[[ Excerpted data open ]]

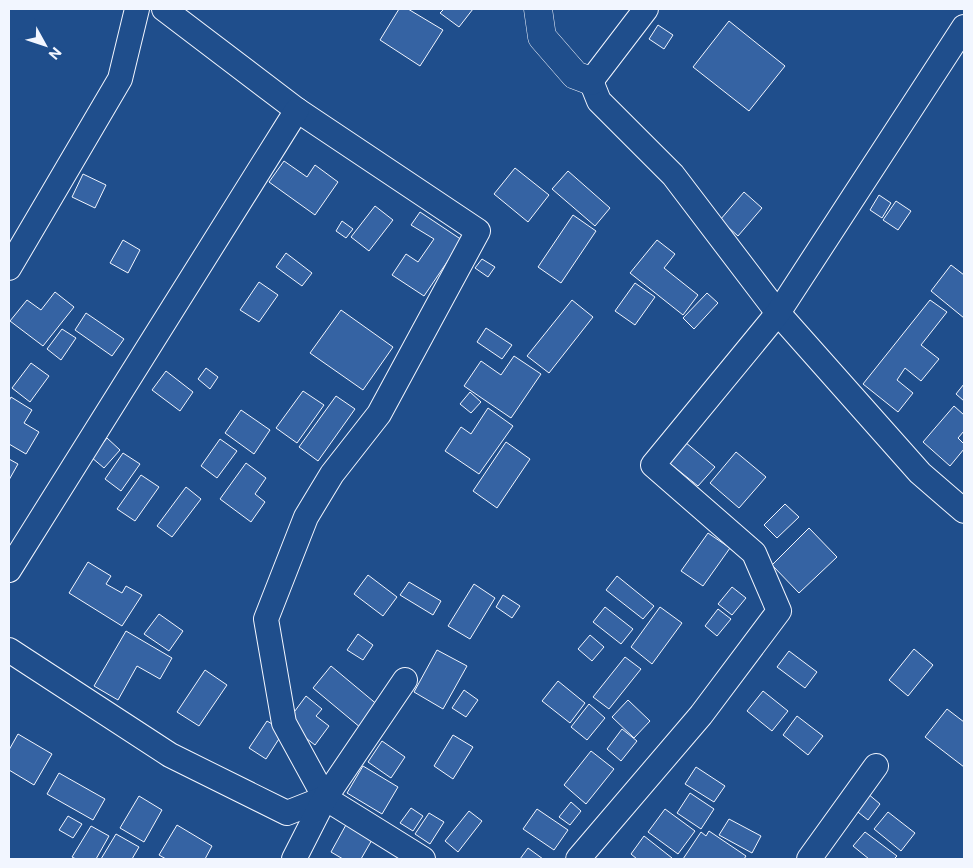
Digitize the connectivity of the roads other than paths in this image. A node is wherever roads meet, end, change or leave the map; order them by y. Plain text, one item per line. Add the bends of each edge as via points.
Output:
1 (137, 9) edge
2 (164, 9) edge
3 (538, 9) edge
4 (646, 9) edge
5 (964, 27) edge
6 (591, 81) junction
7 (297, 110) junction
8 (9, 268) edge
9 (778, 313) junction
10 (964, 511) edge
11 (9, 570) edge
12 (9, 650) edge
13 (405, 680) dead end
14 (876, 766) dead end
15 (325, 798) junction
16 (294, 859) edge
17 (423, 859) edge
18 (578, 859) edge
19 (809, 859) edge

1 - 8 street via 120,79
2 - 7 street
3 - 6 street via 542,37 575,75
4 - 6 street
5 - 9 street
6 - 9 street via 599,101 673,175
7 - 11 street
7 - 15 street via 478,231 379,414 332,474 306,517 266,619 284,723
9 - 10 street via 920,473
9 - 18 street via 653,465 754,553 779,611 701,715
12 - 15 street via 170,755 287,813
13 - 15 street
14 - 19 street
15 - 16 street
15 - 17 street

[[ Excerpted data closed ]]

Instructions to follow: Without the pictures, write out all of the material exactly.

Exercise solution:
Digitize the connectivity of the roads other than paths in this image. A node is wherever roads meet, end, change or leave the map; order them by y. Plain text, one item per line. Add the bends of each edge as via points.
Output:
1 (137, 9) edge
2 (164, 9) edge
3 (538, 9) edge
4 (646, 9) edge
5 (964, 27) edge
6 (591, 81) junction
7 (297, 110) junction
8 (9, 268) edge
9 (778, 313) junction
10 (964, 511) edge
11 (9, 570) edge
12 (9, 650) edge
13 (405, 680) dead end
14 (876, 766) dead end
15 (325, 798) junction
16 (294, 859) edge
17 (423, 859) edge
18 (578, 859) edge
19 (809, 859) edge

1 - 8 street via 120,79
2 - 7 street
3 - 6 street via 542,37 575,75
4 - 6 street
5 - 9 street
6 - 9 street via 599,101 673,175
7 - 11 street
7 - 15 street via 478,231 379,414 332,474 306,517 266,619 284,723
9 - 10 street via 920,473
9 - 18 street via 653,465 754,553 779,611 701,715
12 - 15 street via 170,755 287,813
13 - 15 street
14 - 19 street
15 - 16 street
15 - 17 street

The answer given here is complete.